OECD Forecasts Quickening Global Growth

June 7, 2017 by Douglas A. McIntyre

The Organization for Economic Cooperation and Development (OECD) offered its global outlook on the economy, both worldwide and in major regions. It expects solid growth in most areas and improvement worldwide this year and in 2018.

The OECD forecast global growth in gross domestic product (GDP) of 3.0% this year and 3.6% in 2018. India is expected to pace the world’s economy with an expansion rate of 7.3% this year and 7.7% next. India ranks seventh in the world based on GDP at about $2.2 trillion. China’s growth is expected to slow. This year, the OECD expects 6.6%, and a drop of 6.4% next year. China has the world’s second largest economy at $11.1 trillion. China has been a primary catalyst to global growth for a decade, and any slowing poses a threat to the world’s economic health.

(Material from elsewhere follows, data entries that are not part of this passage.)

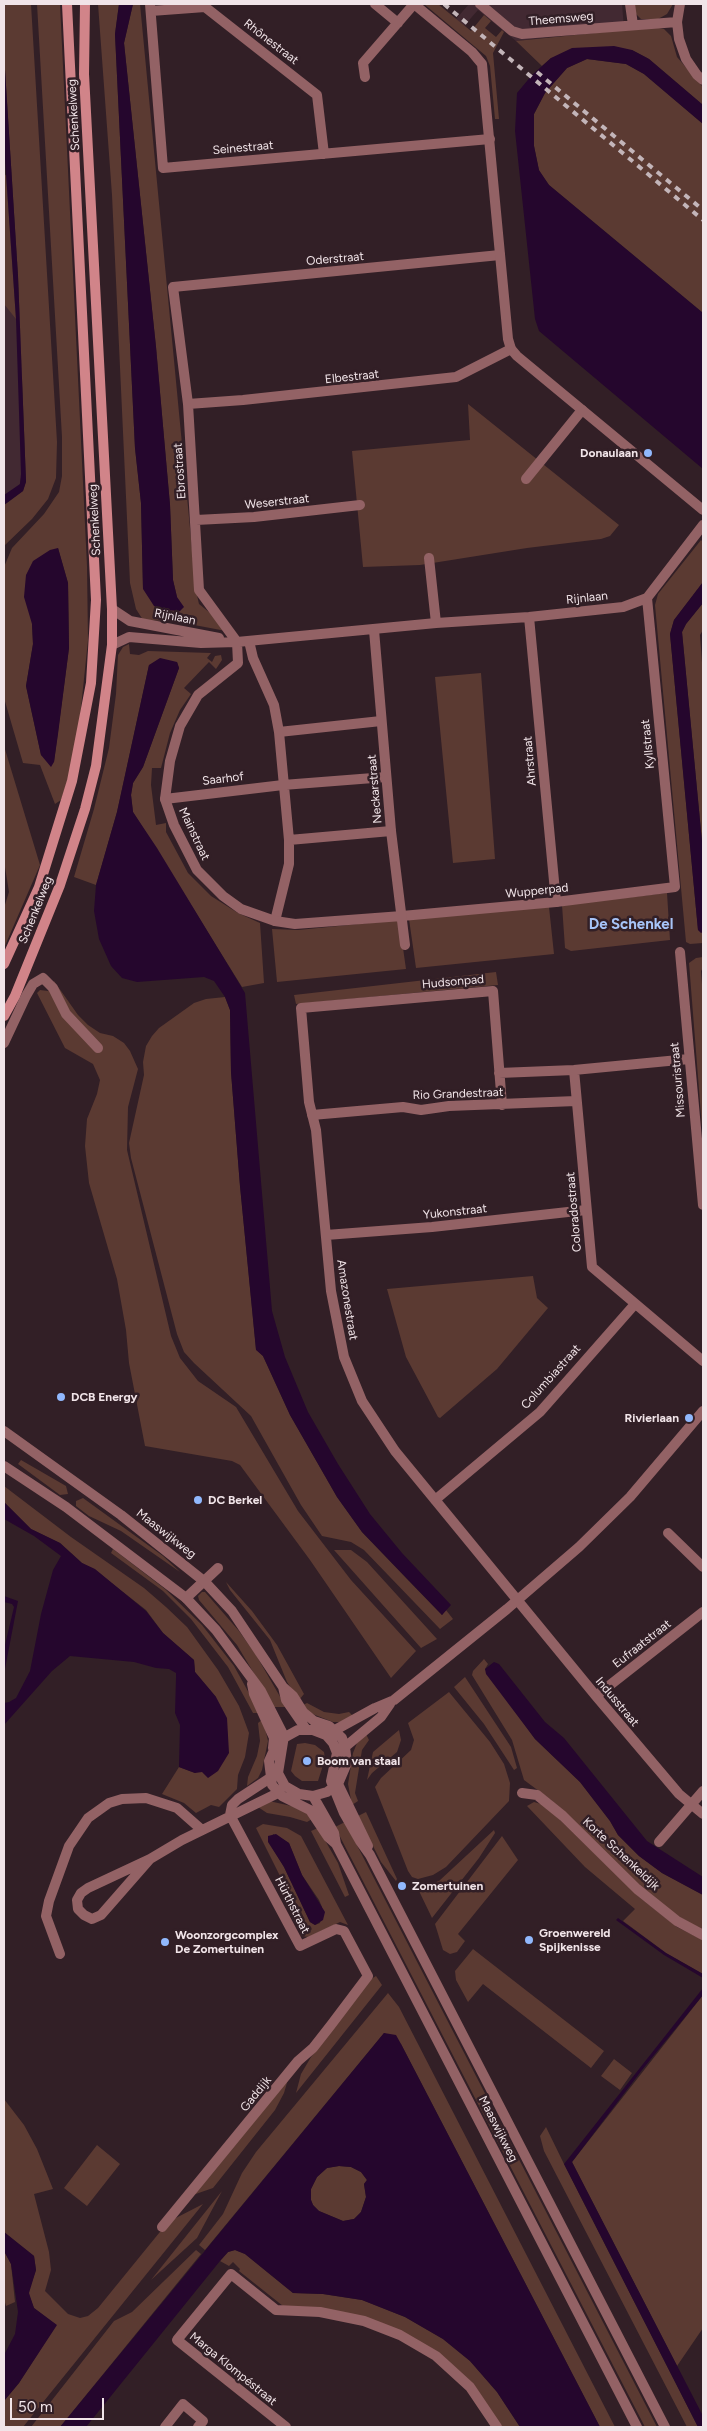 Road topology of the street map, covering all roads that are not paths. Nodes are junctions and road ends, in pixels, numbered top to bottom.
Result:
1 (67, 4) edge
2 (85, 4) edge
3 (375, 4) edge
4 (414, 4) edge
5 (480, 4) edge
6 (630, 4) edge
7 (680, 4) edge
8 (150, 8) edge
9 (677, 22) junction
10 (398, 23) junction
11 (632, 25) junction
12 (365, 77) dead end
13 (703, 80) edge
14 (490, 139) junction
15 (324, 154) junction
16 (500, 255) junction
17 (173, 288) joint
18 (511, 349) junction
19 (188, 404) junction
20 (582, 410) junction
21 (526, 479) dead end
22 (360, 506) dead end
23 (703, 510) edge
24 (196, 520) junction
25 (703, 525) edge
26 (429, 558) dead end
27 (647, 598) junction
28 (112, 609) junction
29 (529, 617) junction
30 (436, 623) junction
31 (374, 630) junction
32 (249, 641) junction
33 (237, 642) junction
34 (112, 645) junction
35 (381, 721) junction
36 (279, 732) junction
37 (386, 777) junction
38 (283, 785) junction
39 (165, 798) junction
40 (391, 831) junction
41 (289, 840) junction
42 (675, 887) joint
43 (556, 902) junction
44 (402, 916) junction
45 (275, 920) junction
46 (405, 945) dead end
47 (680, 952) dead end
48 (4, 964) edge
49 (301, 1008) joint
50 (4, 1016) edge
51 (4, 1043) edge
52 (98, 1048) dead end
53 (689, 1059) junction
54 (574, 1070) junction
55 (499, 1073) junction
56 (576, 1101) junction
57 (502, 1105) junction
58 (312, 1116) junction
59 (703, 1205) edge
60 (586, 1210) junction
61 (326, 1235) junction
62 (635, 1304) junction
63 (703, 1361) edge
64 (703, 1411) edge
65 (4, 1431) edge
66 (4, 1466) edge
67 (435, 1500) junction
68 (668, 1532) dead end
69 (703, 1567) edge
70 (218, 1568) dead end
71 (205, 1582) junction
72 (186, 1598) junction
73 (518, 1600) junction
74 (703, 1612) edge
75 (252, 1681) junction
76 (283, 1687) junction
77 (596, 1696) junction
78 (390, 1704) junction
79 (306, 1729) junction
80 (330, 1733) junction
81 (284, 1736) junction
82 (345, 1747) junction
83 (273, 1748) junction
84 (270, 1778) junction
85 (335, 1786) junction
86 (288, 1788) junction
87 (703, 1791) edge
88 (278, 1793) junction
89 (522, 1793) dead end
90 (313, 1796) junction
91 (692, 1805) junction
92 (703, 1814) edge
93 (230, 1815) junction
94 (202, 1830) junction
95 (659, 1842) dead end
96 (336, 1844) junction
97 (150, 1859) junction
98 (703, 1935) edge
99 (60, 1954) dead end
100 (368, 1976) joint
101 (162, 2227) dead end
102 (164, 2427) edge
103 (198, 2427) edge
104 (286, 2427) edge
105 (497, 2427) edge
106 (637, 2427) edge
107 (666, 2427) edge

1 - 48 main road, Schenkelweg
2 - 28 main road, Schenkelweg
3 - 10 street
4 - 10 street
4 - 14 street
5 - 11 street, Theemsweg
6 - 11 street
7 - 9 street
8 - 15 street, Rhônestraat
8 - 15 street, Seinestraat
9 - 11 street, Theemsweg
9 - 13 street
10 - 12 street
14 - 15 street, Seinestraat
14 - 16 street
16 - 17 street, Oderstraat
16 - 18 street
17 - 19 street, Ebrostraat
18 - 19 street, Elbestraat
18 - 20 street
19 - 24 street, Ebrostraat
20 - 21 street
20 - 23 street
22 - 24 street, Weserstraat
24 - 33 street, Ebrostraat
25 - 27 street
26 - 30 street
27 - 29 street, Rijnlaan
27 - 42 street, Kyllstraat
28 - 33 street, Rijnlaan
28 - 34 main road, Schenkelweg
29 - 30 street, Rijnlaan
29 - 43 street, Ahrstraat
30 - 31 street, Rijnlaan
31 - 32 street, Rijnlaan
31 - 35 street, Neckarstraat
32 - 33 street, Rijnlaan
32 - 36 street
33 - 34 street, Rijnlaan
33 - 39 street, Mainstraat
34 - 50 main road, Schenkelweg
35 - 36 street
35 - 37 street, Neckarstraat
36 - 38 street
37 - 38 street, Saarhof
37 - 40 street, Neckarstraat
38 - 39 street, Saarhof
38 - 41 street
39 - 45 street, Mainstraat
40 - 41 street
40 - 44 street, Neckarstraat
41 - 45 street
42 - 43 street, Wupperpad
43 - 44 street, Wupperpad
44 - 45 street, Mainstraat
44 - 46 street, Neckarstraat
47 - 53 street, Missouristraat
49 - 55 street, Hudsonpad
49 - 58 street, Amazonestraat
51 - 52 street
53 - 54 street, Rio Grandestraat
53 - 59 street, Missouristraat
54 - 55 street, Rio Grandestraat
54 - 56 street, Coloradostraat
55 - 57 street, Hudsonpad
56 - 57 street, Rio Grandestraat
56 - 60 street, Coloradostraat
57 - 58 street, Rio Grandestraat
58 - 61 street, Amazonestraat
60 - 61 street, Yukonstraat
60 - 62 street, Coloradostraat
61 - 67 street, Amazonestraat
62 - 63 street, Coloradostraat
62 - 67 street, Columbiastraat
64 - 73 street
65 - 71 street, Maaswijkweg
66 - 72 street
67 - 73 street, Amazonestraat
68 - 69 street
70 - 71 street
71 - 72 street
71 - 76 street, Maaswijkweg
72 - 75 street
73 - 77 street, Indusstraat
73 - 78 street
74 - 77 street, Eufraatstraat
75 - 81 street
75 - 83 street
76 - 79 street, Maaswijkweg
76 - 80 street, Maaswijkweg
77 - 91 street, Indusstraat
78 - 80 street
78 - 82 street
79 - 80 street
79 - 81 street
80 - 82 street
80 - 85 street
81 - 83 street
81 - 86 street
82 - 85 street
83 - 84 street
84 - 88 street
84 - 93 street
85 - 90 street
85 - 107 street, Maaswijkweg
86 - 88 street
86 - 90 street
87 - 91 street
88 - 93 street
88 - 96 street, Maaswijkweg
89 - 98 street, Korte Schenkeldijk
90 - 96 street, Maaswijkweg
91 - 92 street, Indusstraat
91 - 95 street
93 - 94 street
93 - 100 street, Hürthstraat
94 - 97 street
94 - 99 street
96 - 106 street, Maaswijkweg
97 - 97 street
100 - 101 street, Gaddijk
102 - 103 street
104 - 105 street, Marga Klompéstraat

The U.S. economy, still the world’s largest, with a GDP of $18.4 trillion, is expected to grow 2.1% this year and 2.4% next. While the number is a reasonable recovery from the Great Recession, it is still a great disappointment. While unemployment is near multidecade lows, real estate is booming along with the stock market. Corporate earnings tend to be strong. However, wages have been relatively stagnant, and the jobs recovery has lost some of its steam.

Japan, which has been the slowest growing large economy in the world for over two decades, should post 1.4% GDP growth this year and 1.0% next. Its GDP is about $4.8 trillion, which puts it behind only the United States and China.

The economy of the European Union, the most badly battered large economy during the Great Recession, is expected to post growth of 1.8% this year and next. The EU’s numbers are dominated by Germany and France.

The OECD posted comments:

On the positive side, the Outlook points to the ageing capital stock of firms that may spur stronger-than-expected replacement investment in higher quality capital with more advanced technology. This would improve cyclical conditions and support a revival of investment-intensive global value chains, with knock-on benefits to domestic demand. Higher quality capital would also improve productivity and boost potential output.

Among downside risks, the Outlook points to financial risks and vulnerabilities in advanced and emerging economies, high policy uncertainty in many countries and continued weak wage growth.

In other words, politics could drive most economies well above or below the forecast.